▶ _WORK TASK_:
Copy every entry as is. Leave images out.

▶ _MATERIAL PROVIDED_:
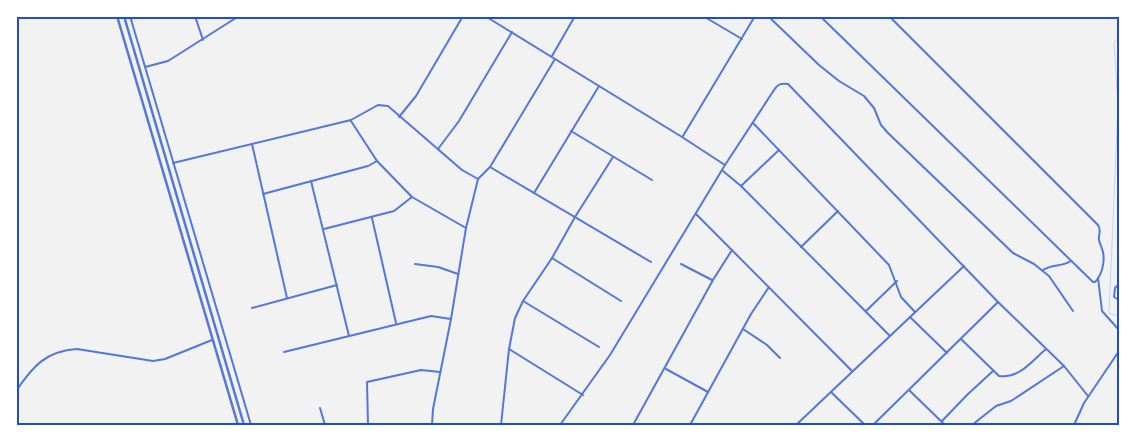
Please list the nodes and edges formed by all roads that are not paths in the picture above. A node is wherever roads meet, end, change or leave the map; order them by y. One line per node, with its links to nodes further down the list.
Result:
1 (117, 16): 81 (street)
2 (124, 16): 104 (street)
3 (130, 16): 19 (street)
4 (195, 16): 15 (street)
5 (239, 16): 15 (street)
6 (463, 16): 21 (street)
7 (485, 16): 14 (street)
8 (575, 16): 17 (street)
9 (703, 16): 16 (street)
10 (755, 16): 16 (street)
11 (768, 16): 56 (street)
12 (820, 16): 51 (street)
13 (889, 16): 58 (street)
14 (512, 32): 17 (street); 27 (street)
15 (203, 40): 19 (street)
16 (742, 40): 25 (street)
17 (552, 56): 18 (street)
18 (555, 59): 20 (street); 33 (street)
19 (145, 67): 31 (street)
20 (598, 86): 24 (street); 25 (street)
21 (400, 116): 22 (street); 27 (street)
22 (351, 120): 26 (street); 30 (street)
23 (753, 123): 28 (street); 32 (street); 55 (street)
24 (571, 131): 29 (street); 39 (street)
25 (682, 136): 32 (street)
26 (252, 144): 31 (street); 40 (street)
27 (438, 149): 35 (street)
28 (780, 150): 38 (street); 42 (street)
29 (613, 157): 36 (street); 44 (street)
30 (377, 161): 37 (street); 41 (street)
31 (173, 163): 105 (street)
32 (726, 166): 34 (street)
33 (490, 167): 35 (street); 39 (street)
34 (723, 171): 38 (street); 43 (street)
35 (478, 179): 46 (street)
36 (652, 180)
37 (312, 181): 40 (street); 47 (street)
38 (741, 186): 48 (street)
39 (534, 193): 44 (street)
40 (263, 194): 64 (street)
41 (412, 197): 45 (street); 46 (street)
42 (838, 211): 48 (street); 60 (street)
43 (696, 214): 49 (street); 98 (street)
44 (575, 216): 50 (street); 52 (street)
45 (372, 218): 47 (street); 75 (street)
46 (466, 228): 57 (street)
47 (323, 229): 62 (street)
48 (801, 247): 71 (street)
49 (732, 250): 59 (street); 63 (street)
50 (552, 258): 66 (street); 67 (street)
51 (1071, 261): 56 (street); 58 (street)
52 (651, 262)
53 (415, 264): 57 (street)
54 (681, 264): 59 (street)
55 (964, 266): 68 (street); 72 (street)
56 (1043, 270): 70 (street)
57 (458, 274): 74 (street)
58 (1098, 278): 77 (street)
59 (713, 280): 90 (street)
60 (897, 281): 71 (street); 72 (street)
61 (1119, 284): 65 (street)
62 (337, 285): 64 (street); 78 (street)
63 (770, 287): 76 (street); 93 (street)
64 (287, 298): 69 (street)
65 (1119, 300)
66 (523, 301): 82 (street); 83 (street)
67 (621, 301)
68 (998, 302): 80 (street); 84 (street)
69 (252, 308)
70 (1072, 311)
71 (866, 312): 79 (street)
72 (915, 312): 73 (street)
73 (910, 317): 79 (street); 87 (street)
74 (450, 319): 75 (street); 92 (street)
75 (396, 323): 78 (street)
76 (743, 329): 88 (street); 96 (street)
77 (1119, 330)
78 (349, 336): 86 (street)
79 (890, 336): 93 (street)
80 (961, 339): 87 (street); 91 (street)
81 (212, 340): 95 (street); 103 (street)
82 (599, 347)
83 (509, 349): 98 (street); 109 (street)
84 (1046, 349): 89 (street); 91 (street)
85 (1119, 351): 99 (street)
86 (284, 352)
87 (947, 353): 94 (street)
88 (780, 358)
89 (1064, 366): 99 (street); 117 (street)
90 (665, 369): 96 (street); 111 (street)
91 (994, 371): 101 (street)
92 (440, 372): 107 (street); 108 (street)
93 (852, 372): 97 (street)
94 (909, 389): 101 (street); 115 (street)
95 (16, 391)
96 (708, 392): 112 (street)
97 (831, 392): 113 (street); 114 (street)
98 (582, 395): 110 (street)
99 (1088, 396): 118 (street)
100 (320, 408): 106 (street)
101 (942, 421): 116 (street)
102 (1119, 421): 119 (street)
103 (238, 425)
104 (244, 425)
105 (251, 425)
106 (325, 425)
107 (368, 425)
108 (432, 425)
109 (501, 425)
110 (560, 425)
111 (633, 425)
112 (690, 425)
113 (796, 425)
114 (864, 425)
115 (873, 425)
116 (945, 425)
117 (972, 425)
118 (1074, 425)
119 (1117, 425)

▶ _ANSWER SECTION_:
Please list the nodes and edges formed by all roads that are not paths in the picture above. A node is wherever roads meet, end, change or leave the map; order them by y. One line per node, with its links to nodes further down the list.
Result:
1 (117, 16): 81 (street)
2 (124, 16): 104 (street)
3 (130, 16): 19 (street)
4 (195, 16): 15 (street)
5 (239, 16): 15 (street)
6 (463, 16): 21 (street)
7 (485, 16): 14 (street)
8 (575, 16): 17 (street)
9 (703, 16): 16 (street)
10 (755, 16): 16 (street)
11 (768, 16): 56 (street)
12 (820, 16): 51 (street)
13 (889, 16): 58 (street)
14 (512, 32): 17 (street); 27 (street)
15 (203, 40): 19 (street)
16 (742, 40): 25 (street)
17 (552, 56): 18 (street)
18 (555, 59): 20 (street); 33 (street)
19 (145, 67): 31 (street)
20 (598, 86): 24 (street); 25 (street)
21 (400, 116): 22 (street); 27 (street)
22 (351, 120): 26 (street); 30 (street)
23 (753, 123): 28 (street); 32 (street); 55 (street)
24 (571, 131): 29 (street); 39 (street)
25 (682, 136): 32 (street)
26 (252, 144): 31 (street); 40 (street)
27 (438, 149): 35 (street)
28 (780, 150): 38 (street); 42 (street)
29 (613, 157): 36 (street); 44 (street)
30 (377, 161): 37 (street); 41 (street)
31 (173, 163): 105 (street)
32 (726, 166): 34 (street)
33 (490, 167): 35 (street); 39 (street)
34 (723, 171): 38 (street); 43 (street)
35 (478, 179): 46 (street)
36 (652, 180)
37 (312, 181): 40 (street); 47 (street)
38 (741, 186): 48 (street)
39 (534, 193): 44 (street)
40 (263, 194): 64 (street)
41 (412, 197): 45 (street); 46 (street)
42 (838, 211): 48 (street); 60 (street)
43 (696, 214): 49 (street); 98 (street)
44 (575, 216): 50 (street); 52 (street)
45 (372, 218): 47 (street); 75 (street)
46 (466, 228): 57 (street)
47 (323, 229): 62 (street)
48 (801, 247): 71 (street)
49 (732, 250): 59 (street); 63 (street)
50 (552, 258): 66 (street); 67 (street)
51 (1071, 261): 56 (street); 58 (street)
52 (651, 262)
53 (415, 264): 57 (street)
54 (681, 264): 59 (street)
55 (964, 266): 68 (street); 72 (street)
56 (1043, 270): 70 (street)
57 (458, 274): 74 (street)
58 (1098, 278): 77 (street)
59 (713, 280): 90 (street)
60 (897, 281): 71 (street); 72 (street)
61 (1119, 284): 65 (street)
62 (337, 285): 64 (street); 78 (street)
63 (770, 287): 76 (street); 93 (street)
64 (287, 298): 69 (street)
65 (1119, 300)
66 (523, 301): 82 (street); 83 (street)
67 (621, 301)
68 (998, 302): 80 (street); 84 (street)
69 (252, 308)
70 (1072, 311)
71 (866, 312): 79 (street)
72 (915, 312): 73 (street)
73 (910, 317): 79 (street); 87 (street)
74 (450, 319): 75 (street); 92 (street)
75 (396, 323): 78 (street)
76 (743, 329): 88 (street); 96 (street)
77 (1119, 330)
78 (349, 336): 86 (street)
79 (890, 336): 93 (street)
80 (961, 339): 87 (street); 91 (street)
81 (212, 340): 95 (street); 103 (street)
82 (599, 347)
83 (509, 349): 98 (street); 109 (street)
84 (1046, 349): 89 (street); 91 (street)
85 (1119, 351): 99 (street)
86 (284, 352)
87 (947, 353): 94 (street)
88 (780, 358)
89 (1064, 366): 99 (street); 117 (street)
90 (665, 369): 96 (street); 111 (street)
91 (994, 371): 101 (street)
92 (440, 372): 107 (street); 108 (street)
93 (852, 372): 97 (street)
94 (909, 389): 101 (street); 115 (street)
95 (16, 391)
96 (708, 392): 112 (street)
97 (831, 392): 113 (street); 114 (street)
98 (582, 395): 110 (street)
99 (1088, 396): 118 (street)
100 (320, 408): 106 (street)
101 (942, 421): 116 (street)
102 (1119, 421): 119 (street)
103 (238, 425)
104 (244, 425)
105 (251, 425)
106 (325, 425)
107 (368, 425)
108 (432, 425)
109 (501, 425)
110 (560, 425)
111 (633, 425)
112 (690, 425)
113 (796, 425)
114 (864, 425)
115 (873, 425)
116 (945, 425)
117 (972, 425)
118 (1074, 425)
119 (1117, 425)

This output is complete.